Try it: Lines from the top of the listing down to the one with "cr.set_miter_limit(4)", inclusive, are to be copied exactly.

Dataset extract:
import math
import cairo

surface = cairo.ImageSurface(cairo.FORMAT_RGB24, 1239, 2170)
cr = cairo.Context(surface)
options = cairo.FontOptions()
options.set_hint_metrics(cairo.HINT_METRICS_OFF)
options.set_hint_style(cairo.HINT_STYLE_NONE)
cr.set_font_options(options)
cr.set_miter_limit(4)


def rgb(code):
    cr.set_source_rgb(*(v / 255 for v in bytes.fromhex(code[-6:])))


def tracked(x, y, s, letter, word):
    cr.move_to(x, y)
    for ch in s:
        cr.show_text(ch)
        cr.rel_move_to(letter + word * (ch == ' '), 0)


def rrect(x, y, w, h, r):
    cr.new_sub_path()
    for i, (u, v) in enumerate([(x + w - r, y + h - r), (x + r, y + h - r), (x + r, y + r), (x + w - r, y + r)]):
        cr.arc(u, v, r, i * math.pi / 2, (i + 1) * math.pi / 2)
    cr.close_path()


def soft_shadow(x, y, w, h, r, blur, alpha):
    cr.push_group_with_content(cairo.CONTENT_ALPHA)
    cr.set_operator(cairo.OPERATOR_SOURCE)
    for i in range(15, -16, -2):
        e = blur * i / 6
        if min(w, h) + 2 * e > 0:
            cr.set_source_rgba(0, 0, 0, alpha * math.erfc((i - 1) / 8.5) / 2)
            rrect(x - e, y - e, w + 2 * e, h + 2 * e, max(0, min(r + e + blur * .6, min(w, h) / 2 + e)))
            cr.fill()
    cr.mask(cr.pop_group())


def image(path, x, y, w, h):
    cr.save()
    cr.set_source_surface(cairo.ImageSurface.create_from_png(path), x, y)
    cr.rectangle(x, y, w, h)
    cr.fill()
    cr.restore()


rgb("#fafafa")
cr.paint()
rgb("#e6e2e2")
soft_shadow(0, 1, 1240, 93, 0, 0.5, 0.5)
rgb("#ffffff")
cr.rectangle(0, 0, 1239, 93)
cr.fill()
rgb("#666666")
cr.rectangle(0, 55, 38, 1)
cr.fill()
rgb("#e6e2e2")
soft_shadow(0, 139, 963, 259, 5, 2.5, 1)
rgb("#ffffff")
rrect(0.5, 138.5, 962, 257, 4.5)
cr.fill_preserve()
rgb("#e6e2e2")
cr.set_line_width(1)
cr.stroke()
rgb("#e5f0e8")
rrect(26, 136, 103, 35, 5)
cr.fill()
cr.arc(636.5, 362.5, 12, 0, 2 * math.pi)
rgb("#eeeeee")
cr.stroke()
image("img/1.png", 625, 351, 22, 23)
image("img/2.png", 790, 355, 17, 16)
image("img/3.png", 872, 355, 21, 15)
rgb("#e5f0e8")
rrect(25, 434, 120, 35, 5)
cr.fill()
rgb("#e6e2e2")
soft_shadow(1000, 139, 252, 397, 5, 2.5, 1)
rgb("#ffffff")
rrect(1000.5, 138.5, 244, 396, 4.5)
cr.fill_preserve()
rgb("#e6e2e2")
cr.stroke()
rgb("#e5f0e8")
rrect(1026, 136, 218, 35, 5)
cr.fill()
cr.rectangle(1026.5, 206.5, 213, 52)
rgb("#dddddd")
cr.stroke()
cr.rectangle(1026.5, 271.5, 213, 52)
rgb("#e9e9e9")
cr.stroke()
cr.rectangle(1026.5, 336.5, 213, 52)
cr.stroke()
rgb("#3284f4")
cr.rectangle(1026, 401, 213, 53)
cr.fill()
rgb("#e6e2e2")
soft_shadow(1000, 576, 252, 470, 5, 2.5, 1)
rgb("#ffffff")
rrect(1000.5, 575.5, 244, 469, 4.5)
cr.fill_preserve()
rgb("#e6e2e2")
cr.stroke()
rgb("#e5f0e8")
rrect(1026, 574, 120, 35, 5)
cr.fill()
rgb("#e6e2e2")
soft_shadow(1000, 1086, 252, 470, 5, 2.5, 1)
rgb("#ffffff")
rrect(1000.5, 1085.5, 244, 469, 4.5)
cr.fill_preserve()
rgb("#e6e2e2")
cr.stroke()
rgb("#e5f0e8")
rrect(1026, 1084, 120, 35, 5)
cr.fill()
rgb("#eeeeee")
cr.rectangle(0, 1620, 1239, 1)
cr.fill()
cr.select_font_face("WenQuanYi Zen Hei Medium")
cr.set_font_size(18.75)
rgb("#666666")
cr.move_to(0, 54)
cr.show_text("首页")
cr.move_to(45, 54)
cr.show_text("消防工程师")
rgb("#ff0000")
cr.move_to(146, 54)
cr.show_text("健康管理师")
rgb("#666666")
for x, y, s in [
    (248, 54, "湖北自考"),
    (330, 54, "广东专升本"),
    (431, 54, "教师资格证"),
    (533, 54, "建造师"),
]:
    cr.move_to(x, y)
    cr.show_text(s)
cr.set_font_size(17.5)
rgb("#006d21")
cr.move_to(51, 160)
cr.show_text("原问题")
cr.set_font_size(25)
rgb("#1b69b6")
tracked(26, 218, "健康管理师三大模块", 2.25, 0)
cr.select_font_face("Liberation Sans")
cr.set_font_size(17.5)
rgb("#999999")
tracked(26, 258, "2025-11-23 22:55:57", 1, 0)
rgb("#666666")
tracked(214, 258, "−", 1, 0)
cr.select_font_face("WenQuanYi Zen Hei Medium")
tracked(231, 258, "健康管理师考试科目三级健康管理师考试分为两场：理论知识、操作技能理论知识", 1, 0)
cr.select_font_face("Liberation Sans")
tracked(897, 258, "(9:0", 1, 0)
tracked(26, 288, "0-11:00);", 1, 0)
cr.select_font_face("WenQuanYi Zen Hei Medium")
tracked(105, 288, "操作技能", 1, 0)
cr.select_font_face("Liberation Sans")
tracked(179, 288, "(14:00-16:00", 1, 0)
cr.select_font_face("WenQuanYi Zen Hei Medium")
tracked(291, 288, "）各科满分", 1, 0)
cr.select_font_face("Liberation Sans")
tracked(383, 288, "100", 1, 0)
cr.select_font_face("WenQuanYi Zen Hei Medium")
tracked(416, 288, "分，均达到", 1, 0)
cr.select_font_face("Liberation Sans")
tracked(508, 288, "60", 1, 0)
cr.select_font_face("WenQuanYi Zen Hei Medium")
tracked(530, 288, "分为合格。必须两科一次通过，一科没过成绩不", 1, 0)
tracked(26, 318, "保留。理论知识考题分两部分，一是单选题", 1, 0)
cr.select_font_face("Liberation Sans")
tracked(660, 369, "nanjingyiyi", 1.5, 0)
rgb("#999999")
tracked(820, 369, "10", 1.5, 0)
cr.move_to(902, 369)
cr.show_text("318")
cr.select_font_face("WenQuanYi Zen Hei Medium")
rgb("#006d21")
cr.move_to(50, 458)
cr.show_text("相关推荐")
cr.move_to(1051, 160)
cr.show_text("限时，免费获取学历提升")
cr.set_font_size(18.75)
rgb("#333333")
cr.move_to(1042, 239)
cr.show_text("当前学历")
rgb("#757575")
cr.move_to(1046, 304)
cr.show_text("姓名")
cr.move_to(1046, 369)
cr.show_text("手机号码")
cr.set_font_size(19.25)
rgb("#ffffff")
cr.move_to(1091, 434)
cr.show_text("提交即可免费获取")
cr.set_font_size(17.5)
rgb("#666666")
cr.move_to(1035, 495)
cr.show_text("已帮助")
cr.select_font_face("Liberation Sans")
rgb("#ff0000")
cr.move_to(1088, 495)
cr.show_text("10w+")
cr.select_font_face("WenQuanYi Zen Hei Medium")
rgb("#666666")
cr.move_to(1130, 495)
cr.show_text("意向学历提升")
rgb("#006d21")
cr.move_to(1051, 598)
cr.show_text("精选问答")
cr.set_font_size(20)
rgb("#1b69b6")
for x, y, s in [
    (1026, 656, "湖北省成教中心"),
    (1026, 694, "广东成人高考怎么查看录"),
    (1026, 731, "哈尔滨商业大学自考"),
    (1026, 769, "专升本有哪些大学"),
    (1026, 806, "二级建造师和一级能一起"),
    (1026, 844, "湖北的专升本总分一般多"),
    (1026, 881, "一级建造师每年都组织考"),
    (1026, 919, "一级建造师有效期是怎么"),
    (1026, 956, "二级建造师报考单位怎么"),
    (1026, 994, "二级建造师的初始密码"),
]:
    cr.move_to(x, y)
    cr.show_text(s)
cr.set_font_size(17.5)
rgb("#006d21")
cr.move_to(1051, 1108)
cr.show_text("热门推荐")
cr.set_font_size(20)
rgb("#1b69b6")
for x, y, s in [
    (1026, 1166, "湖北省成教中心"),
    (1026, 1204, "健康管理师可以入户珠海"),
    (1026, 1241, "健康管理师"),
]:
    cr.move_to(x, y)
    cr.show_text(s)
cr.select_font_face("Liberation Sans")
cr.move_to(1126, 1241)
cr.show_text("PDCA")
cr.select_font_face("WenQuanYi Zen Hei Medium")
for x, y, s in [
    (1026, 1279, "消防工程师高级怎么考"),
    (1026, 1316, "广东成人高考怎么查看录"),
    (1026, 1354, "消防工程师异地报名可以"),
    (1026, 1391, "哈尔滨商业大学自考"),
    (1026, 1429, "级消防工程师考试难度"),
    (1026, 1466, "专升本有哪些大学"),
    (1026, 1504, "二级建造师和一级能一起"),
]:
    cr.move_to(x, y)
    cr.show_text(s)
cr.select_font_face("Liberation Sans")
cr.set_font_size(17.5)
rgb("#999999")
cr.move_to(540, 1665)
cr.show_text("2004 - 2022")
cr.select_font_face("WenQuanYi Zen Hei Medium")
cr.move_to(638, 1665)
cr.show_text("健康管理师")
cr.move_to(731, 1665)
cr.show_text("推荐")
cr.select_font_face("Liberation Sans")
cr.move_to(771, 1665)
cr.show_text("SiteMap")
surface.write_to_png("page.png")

Reply to the exercise:
import math
import cairo

surface = cairo.ImageSurface(cairo.FORMAT_RGB24, 1239, 2170)
cr = cairo.Context(surface)
options = cairo.FontOptions()
options.set_hint_metrics(cairo.HINT_METRICS_OFF)
options.set_hint_style(cairo.HINT_STYLE_NONE)
cr.set_font_options(options)
cr.set_miter_limit(4)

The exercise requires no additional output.